The sound of crackling fire filled the space as Maimun leaned forward, glowing eyes wide, hands moving and making the papers float apart to see Charlotte’s work for himself. The sight made Charlotte wonder if the gravity in the room were letting go, since all the papers gradually drifted into the air under Maimun’s survey.
“Most impressive,” he said at last. “It seems I won’t be constrained to three wishes any longer. I’m sorry I underestimated you.”
Charlotte’s chest lifted. Although she hadn’t expected Maimun’s words to matter, the validation after how hard she’d worked still encouraged her.
“I must repay you for your efforts,” Maimun said, letting the papers settle back into their original piles.
“Our standard fee is—”
“No,” he said, “I will pay you in something much more valuable.”
“That won’t be necessary, I’m sure Mr. Almasi will—”
“I insist, Charlotte.”
Charlotte thought back to his earlier offer of a wish. She’d seen some of the harsh realities of the wishes, but a part of her still wondered how she might make use of such a possibility, get something that wouldn’t hurt anyone else. However, Mr. Almasi might be furious at her for not taking the regular payment—unless he had taken similar payments in the past.
“What did you have in mind?” she whispered.
Maimun lowered himself until he floated once again eye to eye with her. “I can show you your mother,” he said.
Charlotte gasped. The heat no longer seemed to have a way out of her. “What?”
“Your mother,” Maimun said gently. “I can show her to you, then grant you a wish.”
“What, like she’s a specimen or something?”
“No. I can open a window.”
Charlotte’s chest constricted. She took short breaths. “If you show her to me, will I know where she is?” she asked warily.
“I will answer as many questions as you desire after you see her.”
She put a hand to her chest, willing her heart to slow down. “Okay.”
Maimun waved his massive arm and one of Charlotte’s monitors brightened into the view of a hilltop cottage with long grass swaying in the breeze. A woman in a blue country dress with a grey-haired bun walked up a dirt path carrying a wicker basket full of laundry. Her face was wrinkled with crows’ feet and lines of happiness. She paused near the top of the path, closing her eyes and taking a deep breath before entering the cottage.

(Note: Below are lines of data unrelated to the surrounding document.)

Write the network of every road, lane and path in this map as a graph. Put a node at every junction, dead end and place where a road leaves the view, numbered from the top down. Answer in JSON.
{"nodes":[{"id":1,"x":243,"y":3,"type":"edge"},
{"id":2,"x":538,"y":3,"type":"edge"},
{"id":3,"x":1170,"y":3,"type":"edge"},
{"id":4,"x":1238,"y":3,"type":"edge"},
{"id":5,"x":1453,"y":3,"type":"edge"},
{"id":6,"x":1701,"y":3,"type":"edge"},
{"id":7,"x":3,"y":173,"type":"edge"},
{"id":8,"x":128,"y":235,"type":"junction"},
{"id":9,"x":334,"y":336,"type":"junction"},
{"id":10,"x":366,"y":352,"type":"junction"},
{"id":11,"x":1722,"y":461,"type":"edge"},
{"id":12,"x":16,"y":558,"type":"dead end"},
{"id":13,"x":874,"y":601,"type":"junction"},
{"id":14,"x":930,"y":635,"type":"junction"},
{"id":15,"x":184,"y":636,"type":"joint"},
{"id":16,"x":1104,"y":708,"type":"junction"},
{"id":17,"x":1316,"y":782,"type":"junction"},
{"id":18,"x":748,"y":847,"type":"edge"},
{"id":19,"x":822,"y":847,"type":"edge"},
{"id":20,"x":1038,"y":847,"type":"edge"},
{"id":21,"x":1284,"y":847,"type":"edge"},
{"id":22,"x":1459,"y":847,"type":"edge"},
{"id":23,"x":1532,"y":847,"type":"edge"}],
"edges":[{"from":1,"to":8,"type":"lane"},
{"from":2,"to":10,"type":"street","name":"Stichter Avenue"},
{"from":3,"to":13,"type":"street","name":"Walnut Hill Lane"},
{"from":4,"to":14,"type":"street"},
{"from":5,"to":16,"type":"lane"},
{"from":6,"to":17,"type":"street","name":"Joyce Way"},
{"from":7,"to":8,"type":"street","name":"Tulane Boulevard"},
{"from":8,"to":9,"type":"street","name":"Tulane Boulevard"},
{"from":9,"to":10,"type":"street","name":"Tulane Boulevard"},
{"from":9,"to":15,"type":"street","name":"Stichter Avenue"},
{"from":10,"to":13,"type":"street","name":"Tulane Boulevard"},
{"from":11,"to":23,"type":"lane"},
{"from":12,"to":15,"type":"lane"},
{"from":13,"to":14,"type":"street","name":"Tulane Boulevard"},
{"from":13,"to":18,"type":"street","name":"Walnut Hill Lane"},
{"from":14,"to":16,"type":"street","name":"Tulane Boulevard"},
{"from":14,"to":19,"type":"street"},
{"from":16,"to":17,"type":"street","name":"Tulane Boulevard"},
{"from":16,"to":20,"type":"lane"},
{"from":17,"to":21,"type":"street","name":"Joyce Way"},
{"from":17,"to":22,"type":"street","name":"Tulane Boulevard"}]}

Mom, Charlotte thought. She dared not move for fear of breaking the moment.
Inside the cottage, a man in a wheelchair rolled dough on a counter, flour spattering his clothes. He dusted himself off as she entered, then he and Charlotte’s mother embraced.
“Where is she?” Charlotte asked.
“Rural British Columbia, Canada. East of Kelowna, in the Okanagan.”
Charlotte watched as her mother and the man in the wheelchair held hands, and he showed her his latest batch of freshly-baked buns. They exchanged a few words, kissed again, and he patted her bottom, leaving a flour handprint. She swatted him, tried to dust it off, then walked with her basket of laundry into another room, shaking her head but keeping a smile on her face.
“Who is he?” Charlotte asked.
“Daniel Fitzpatrick.” Maimun’s throat crackled with words on the edge of utterance, then he added, “He was suicidal when I met him.”
Charlotte turned her head slowly as she took in the words. “You knew him?”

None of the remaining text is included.